THE TASK — Among the entries below, find all lines that include "Beecher" and copy them.

RECORDS FOR PROCESSING —
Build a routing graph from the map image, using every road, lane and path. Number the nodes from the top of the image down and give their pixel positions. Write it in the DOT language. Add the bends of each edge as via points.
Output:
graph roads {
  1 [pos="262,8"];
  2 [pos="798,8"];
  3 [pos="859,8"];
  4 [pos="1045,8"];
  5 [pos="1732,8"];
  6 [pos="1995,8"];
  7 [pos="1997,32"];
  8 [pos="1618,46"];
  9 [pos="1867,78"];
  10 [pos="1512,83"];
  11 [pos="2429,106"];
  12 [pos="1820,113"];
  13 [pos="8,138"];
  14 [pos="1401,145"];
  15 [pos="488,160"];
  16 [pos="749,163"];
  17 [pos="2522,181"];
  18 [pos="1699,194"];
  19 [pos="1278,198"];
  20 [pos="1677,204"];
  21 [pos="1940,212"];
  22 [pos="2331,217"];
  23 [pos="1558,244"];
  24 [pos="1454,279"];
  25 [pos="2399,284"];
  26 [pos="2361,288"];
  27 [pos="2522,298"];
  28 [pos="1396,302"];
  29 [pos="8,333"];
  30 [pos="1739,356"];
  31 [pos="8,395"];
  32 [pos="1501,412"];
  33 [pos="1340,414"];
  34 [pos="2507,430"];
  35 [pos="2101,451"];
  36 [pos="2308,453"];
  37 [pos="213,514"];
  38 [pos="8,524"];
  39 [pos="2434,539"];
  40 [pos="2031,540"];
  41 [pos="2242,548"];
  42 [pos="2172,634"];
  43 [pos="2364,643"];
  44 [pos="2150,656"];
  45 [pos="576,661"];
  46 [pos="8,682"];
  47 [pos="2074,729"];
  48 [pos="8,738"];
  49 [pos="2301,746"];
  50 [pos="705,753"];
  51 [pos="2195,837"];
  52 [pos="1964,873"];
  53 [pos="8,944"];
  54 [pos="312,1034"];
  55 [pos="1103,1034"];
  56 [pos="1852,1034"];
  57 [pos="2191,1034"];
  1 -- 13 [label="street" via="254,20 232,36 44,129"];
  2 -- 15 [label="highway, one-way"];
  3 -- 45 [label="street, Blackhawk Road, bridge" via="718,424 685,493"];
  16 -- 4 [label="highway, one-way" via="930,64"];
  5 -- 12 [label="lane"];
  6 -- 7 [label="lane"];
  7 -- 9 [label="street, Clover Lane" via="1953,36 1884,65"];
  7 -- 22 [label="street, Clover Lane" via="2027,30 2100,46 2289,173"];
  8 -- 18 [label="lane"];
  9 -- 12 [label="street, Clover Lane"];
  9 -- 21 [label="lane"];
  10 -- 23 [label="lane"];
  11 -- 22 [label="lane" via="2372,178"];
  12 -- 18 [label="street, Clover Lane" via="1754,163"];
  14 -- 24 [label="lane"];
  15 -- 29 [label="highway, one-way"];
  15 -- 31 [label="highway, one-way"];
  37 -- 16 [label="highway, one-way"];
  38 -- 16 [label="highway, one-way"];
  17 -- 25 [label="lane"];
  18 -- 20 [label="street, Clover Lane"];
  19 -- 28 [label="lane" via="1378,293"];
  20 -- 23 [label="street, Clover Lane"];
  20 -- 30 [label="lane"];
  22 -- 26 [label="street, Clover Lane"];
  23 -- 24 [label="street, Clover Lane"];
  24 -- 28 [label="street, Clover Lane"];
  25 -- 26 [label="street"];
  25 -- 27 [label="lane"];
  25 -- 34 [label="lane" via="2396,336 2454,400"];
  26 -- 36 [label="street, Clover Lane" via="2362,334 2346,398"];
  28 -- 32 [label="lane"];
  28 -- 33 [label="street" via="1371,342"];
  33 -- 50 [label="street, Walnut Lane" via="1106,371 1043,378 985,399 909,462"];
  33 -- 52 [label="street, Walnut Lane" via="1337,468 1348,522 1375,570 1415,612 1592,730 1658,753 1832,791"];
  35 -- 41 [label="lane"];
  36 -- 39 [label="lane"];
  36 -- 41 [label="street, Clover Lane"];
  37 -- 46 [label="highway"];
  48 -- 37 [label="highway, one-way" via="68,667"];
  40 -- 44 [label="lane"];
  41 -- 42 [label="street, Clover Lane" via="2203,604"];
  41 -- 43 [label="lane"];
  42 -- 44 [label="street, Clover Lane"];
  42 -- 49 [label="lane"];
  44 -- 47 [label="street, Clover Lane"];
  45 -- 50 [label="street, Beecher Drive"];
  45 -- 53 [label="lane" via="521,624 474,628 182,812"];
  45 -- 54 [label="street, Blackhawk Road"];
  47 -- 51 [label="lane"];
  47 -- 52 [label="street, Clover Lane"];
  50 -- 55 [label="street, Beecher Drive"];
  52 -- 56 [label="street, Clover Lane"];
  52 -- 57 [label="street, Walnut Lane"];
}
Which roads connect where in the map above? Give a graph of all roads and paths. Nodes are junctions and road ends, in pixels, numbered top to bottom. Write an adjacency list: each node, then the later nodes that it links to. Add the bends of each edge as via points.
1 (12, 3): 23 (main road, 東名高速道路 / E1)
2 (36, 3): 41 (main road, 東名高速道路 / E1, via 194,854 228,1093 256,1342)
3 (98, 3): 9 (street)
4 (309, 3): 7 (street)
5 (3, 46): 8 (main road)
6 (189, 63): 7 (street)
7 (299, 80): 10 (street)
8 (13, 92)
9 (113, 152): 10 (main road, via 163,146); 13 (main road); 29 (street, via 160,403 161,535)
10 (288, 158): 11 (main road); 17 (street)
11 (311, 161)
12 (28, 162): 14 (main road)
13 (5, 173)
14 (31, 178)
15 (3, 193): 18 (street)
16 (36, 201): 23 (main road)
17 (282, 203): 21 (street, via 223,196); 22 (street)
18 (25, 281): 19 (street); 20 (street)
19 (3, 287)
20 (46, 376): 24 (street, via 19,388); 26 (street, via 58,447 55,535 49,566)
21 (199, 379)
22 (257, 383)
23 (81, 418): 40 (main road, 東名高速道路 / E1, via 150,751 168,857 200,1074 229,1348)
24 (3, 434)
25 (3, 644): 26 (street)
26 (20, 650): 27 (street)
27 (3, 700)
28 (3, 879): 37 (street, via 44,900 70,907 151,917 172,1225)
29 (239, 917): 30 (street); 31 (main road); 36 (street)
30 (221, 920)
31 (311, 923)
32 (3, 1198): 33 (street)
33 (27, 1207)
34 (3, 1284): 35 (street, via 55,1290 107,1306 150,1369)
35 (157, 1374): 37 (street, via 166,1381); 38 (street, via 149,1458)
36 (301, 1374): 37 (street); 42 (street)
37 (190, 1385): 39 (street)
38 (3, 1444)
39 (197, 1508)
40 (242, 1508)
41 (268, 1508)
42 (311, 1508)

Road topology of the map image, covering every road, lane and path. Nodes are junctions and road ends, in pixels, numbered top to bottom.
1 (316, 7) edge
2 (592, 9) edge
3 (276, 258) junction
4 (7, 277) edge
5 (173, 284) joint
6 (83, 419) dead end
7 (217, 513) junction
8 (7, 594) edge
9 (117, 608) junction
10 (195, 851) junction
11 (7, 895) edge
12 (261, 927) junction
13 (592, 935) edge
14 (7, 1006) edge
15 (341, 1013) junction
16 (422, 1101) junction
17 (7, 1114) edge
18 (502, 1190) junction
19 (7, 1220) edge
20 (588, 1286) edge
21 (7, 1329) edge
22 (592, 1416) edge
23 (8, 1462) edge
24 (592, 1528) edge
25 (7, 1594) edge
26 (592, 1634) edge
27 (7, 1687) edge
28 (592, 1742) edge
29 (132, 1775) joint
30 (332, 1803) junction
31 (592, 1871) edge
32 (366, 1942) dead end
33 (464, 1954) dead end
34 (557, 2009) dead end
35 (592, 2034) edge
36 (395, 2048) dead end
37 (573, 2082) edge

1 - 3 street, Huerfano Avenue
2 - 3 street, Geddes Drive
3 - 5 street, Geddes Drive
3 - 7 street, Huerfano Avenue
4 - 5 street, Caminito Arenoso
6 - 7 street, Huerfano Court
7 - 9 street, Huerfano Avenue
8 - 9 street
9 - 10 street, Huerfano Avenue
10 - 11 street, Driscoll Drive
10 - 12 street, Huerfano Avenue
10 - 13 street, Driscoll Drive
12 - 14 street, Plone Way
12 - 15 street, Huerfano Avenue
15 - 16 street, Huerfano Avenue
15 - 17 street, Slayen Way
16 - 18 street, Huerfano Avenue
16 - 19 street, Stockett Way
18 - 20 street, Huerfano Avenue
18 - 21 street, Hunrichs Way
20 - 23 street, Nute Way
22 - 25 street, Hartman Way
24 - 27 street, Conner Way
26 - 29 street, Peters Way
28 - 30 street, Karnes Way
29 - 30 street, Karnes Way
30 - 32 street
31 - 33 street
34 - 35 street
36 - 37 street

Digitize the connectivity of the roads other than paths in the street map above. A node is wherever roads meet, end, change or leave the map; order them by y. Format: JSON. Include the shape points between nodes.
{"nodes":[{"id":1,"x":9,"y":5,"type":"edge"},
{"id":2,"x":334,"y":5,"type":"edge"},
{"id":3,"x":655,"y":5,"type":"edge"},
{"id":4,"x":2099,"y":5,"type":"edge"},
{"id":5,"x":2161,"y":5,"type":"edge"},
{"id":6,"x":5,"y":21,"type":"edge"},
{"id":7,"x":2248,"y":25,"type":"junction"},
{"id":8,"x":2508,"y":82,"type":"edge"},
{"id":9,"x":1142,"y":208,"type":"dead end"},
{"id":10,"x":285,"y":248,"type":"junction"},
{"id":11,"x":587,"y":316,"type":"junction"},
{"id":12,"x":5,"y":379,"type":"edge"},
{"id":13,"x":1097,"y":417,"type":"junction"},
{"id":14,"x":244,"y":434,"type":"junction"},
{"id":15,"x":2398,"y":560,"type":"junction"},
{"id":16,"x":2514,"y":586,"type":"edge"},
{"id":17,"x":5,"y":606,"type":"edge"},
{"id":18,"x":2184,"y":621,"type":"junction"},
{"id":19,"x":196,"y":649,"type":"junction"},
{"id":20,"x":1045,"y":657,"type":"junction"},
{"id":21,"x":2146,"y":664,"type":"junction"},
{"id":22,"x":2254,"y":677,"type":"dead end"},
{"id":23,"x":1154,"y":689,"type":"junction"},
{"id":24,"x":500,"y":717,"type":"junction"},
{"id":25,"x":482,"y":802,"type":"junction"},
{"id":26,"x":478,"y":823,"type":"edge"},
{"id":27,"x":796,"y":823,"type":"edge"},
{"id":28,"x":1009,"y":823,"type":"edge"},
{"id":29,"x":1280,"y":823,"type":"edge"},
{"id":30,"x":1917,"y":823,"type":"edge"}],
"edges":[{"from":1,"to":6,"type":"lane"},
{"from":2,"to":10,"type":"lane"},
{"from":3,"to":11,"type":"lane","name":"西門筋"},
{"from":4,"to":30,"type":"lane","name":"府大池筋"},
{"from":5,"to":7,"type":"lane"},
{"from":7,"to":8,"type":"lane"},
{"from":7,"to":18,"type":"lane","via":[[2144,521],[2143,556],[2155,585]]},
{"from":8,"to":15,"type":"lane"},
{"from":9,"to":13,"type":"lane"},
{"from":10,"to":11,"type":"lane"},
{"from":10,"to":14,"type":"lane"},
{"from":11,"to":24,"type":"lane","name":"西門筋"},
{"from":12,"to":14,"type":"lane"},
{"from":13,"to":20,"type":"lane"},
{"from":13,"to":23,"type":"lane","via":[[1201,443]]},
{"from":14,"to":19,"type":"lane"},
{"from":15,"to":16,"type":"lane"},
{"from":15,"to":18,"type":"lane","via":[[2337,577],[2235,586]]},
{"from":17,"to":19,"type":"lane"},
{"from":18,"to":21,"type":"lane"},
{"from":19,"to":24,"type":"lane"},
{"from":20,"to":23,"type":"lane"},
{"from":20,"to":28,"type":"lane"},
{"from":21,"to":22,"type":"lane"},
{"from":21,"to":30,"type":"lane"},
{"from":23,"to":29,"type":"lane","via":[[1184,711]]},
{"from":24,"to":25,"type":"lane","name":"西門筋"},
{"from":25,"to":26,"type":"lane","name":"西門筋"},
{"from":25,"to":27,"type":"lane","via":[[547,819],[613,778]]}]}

SOLUTION BELOW —
  45 -- 50 [label="street, Beecher Drive"];
  50 -- 55 [label="street, Beecher Drive"];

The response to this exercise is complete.